Weka makes a large number of classification algorithms available.

The large number of machine learning algorithms available is one of the benefits of using the Weka platform to work through your machine learning problems.

In this post you will discover how to use 5 top machine learning algorithms in Weka.

After reading this post you will know:

- About 5 top machine learning algorithms that you can use on your classification problems.
- How to use 5 top classification algorithms in Weka.
- The key configuration parameters for 5 top classification algorithms.

Let’s get started.

## Classification Algorithm Tour Overview

We are going to take a tour of 5 top classification algorithms in Weka.

Each algorithm that we cover will be briefly described in terms of how it works, key algorithm parameters will be highlighted and the algorithm will be demonstrated in the Weka Explorer interface.

The 5 algorithms that we will review are:

- Logistic Regression
- Naive Bayes
- Decision Tree
- k-Nearest Neighbors
- Support Vector Machines

These are 5 algorithms that you can try on your classification problem as a starting point.

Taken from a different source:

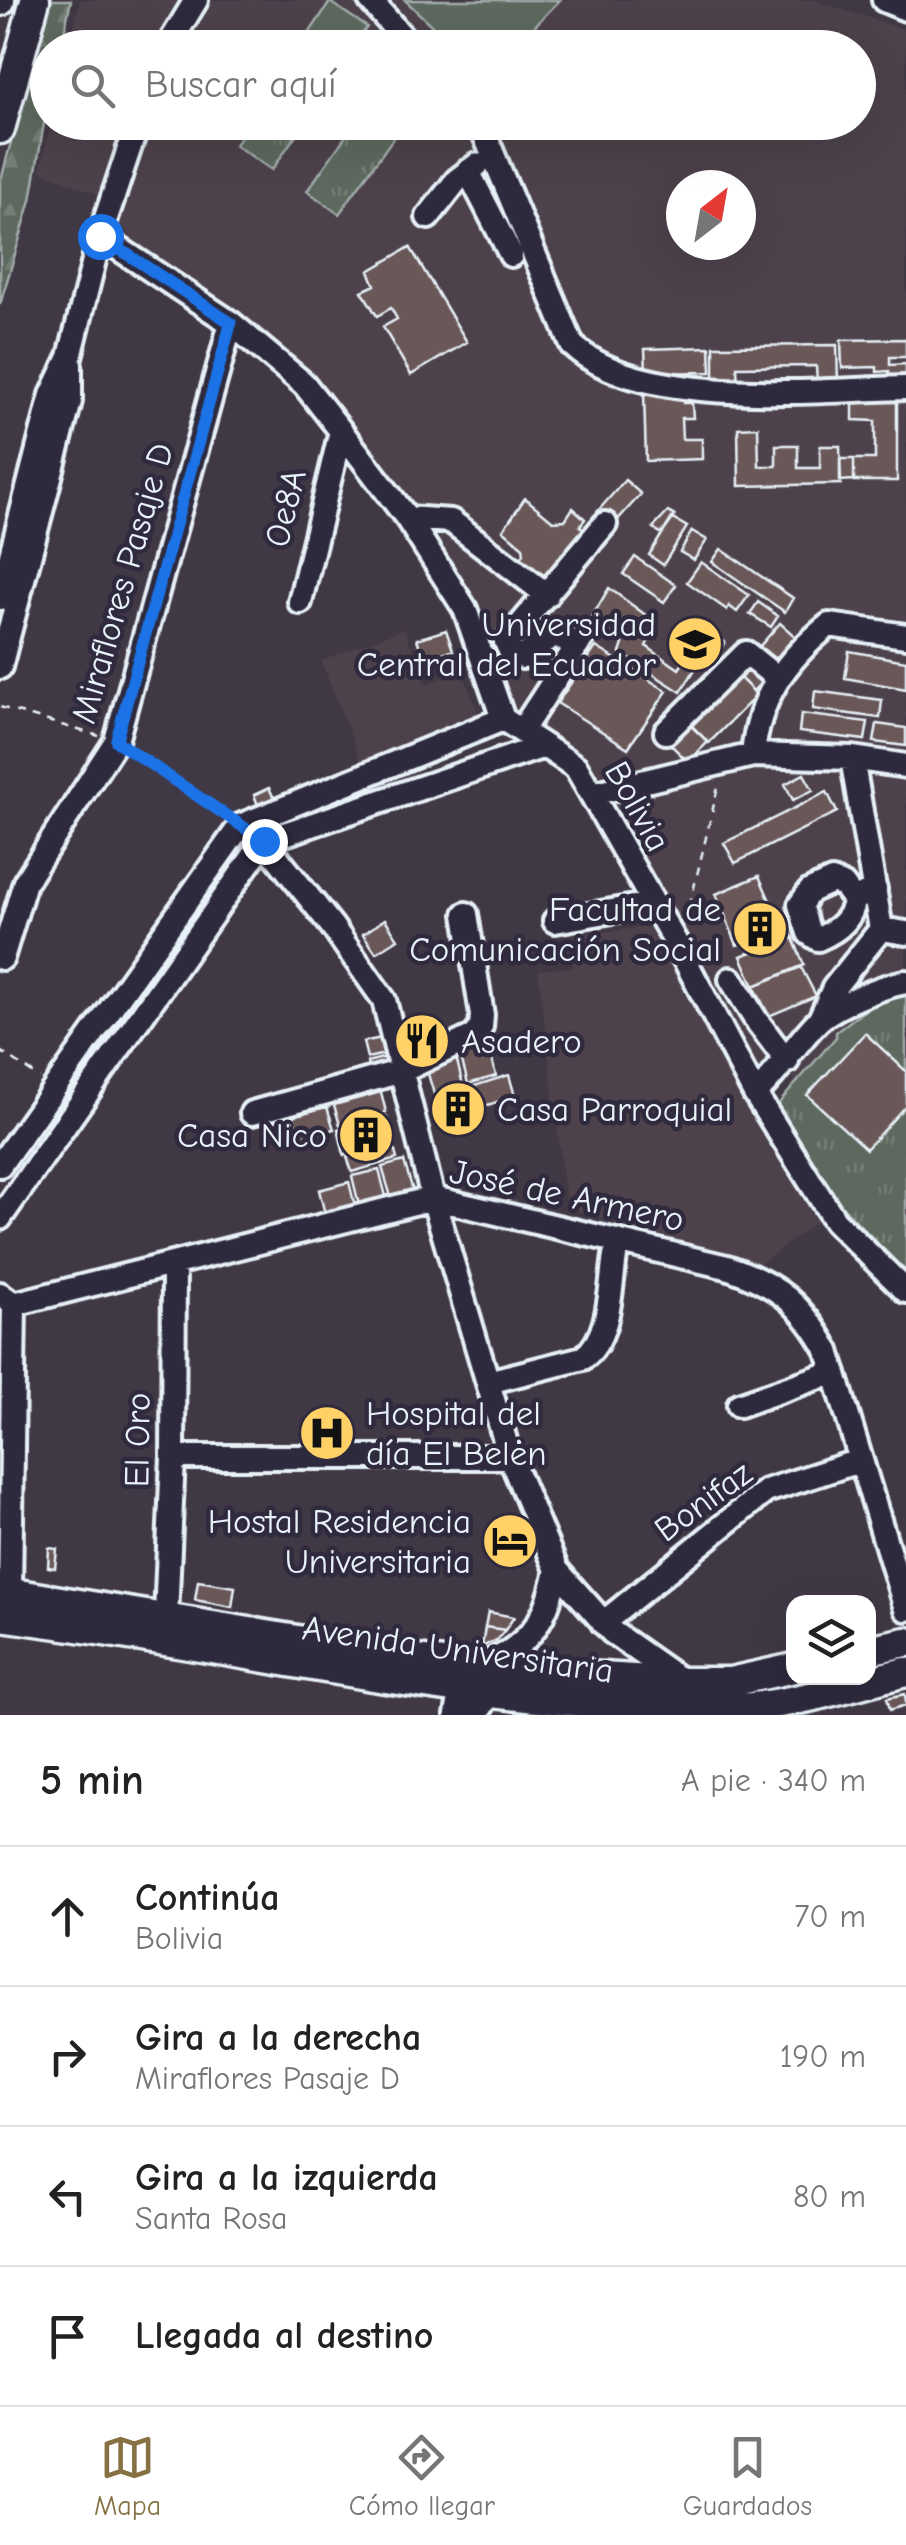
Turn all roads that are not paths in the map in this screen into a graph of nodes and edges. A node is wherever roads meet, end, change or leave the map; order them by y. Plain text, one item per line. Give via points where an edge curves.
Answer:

A standard machine learning classification problem will be used to demonstrate each algorithm. Specifically, the Ionosphere binary classification problem. This is a good dataset to demonstrate classification algorithms because the input variables are numeric and all have the same scale the problem only has two classes to discriminate.

Each instance describes the properties of radar returns from the atmosphere and the task is to predict whether or not there is structure in the ionosphere or not. There are 34 numerical input variables of generally the same scale. You can learn more about this dataset on the UCI Machine Learning Repository. Top results are in the order of 98% accuracy.

Start the Weka Explorer:

- Open the Weka GUI Chooser.
- Click the “Explorer” button to open the Weka Explorer.
- Load the Ionosphere dataset from the
*data/ionosphere.arff*file. - Click “Classify” to open the Classify tab.

### Need more help with Weka for Machine Learning?

Take my free 14-day email course and discover how to use the platform step-by-step.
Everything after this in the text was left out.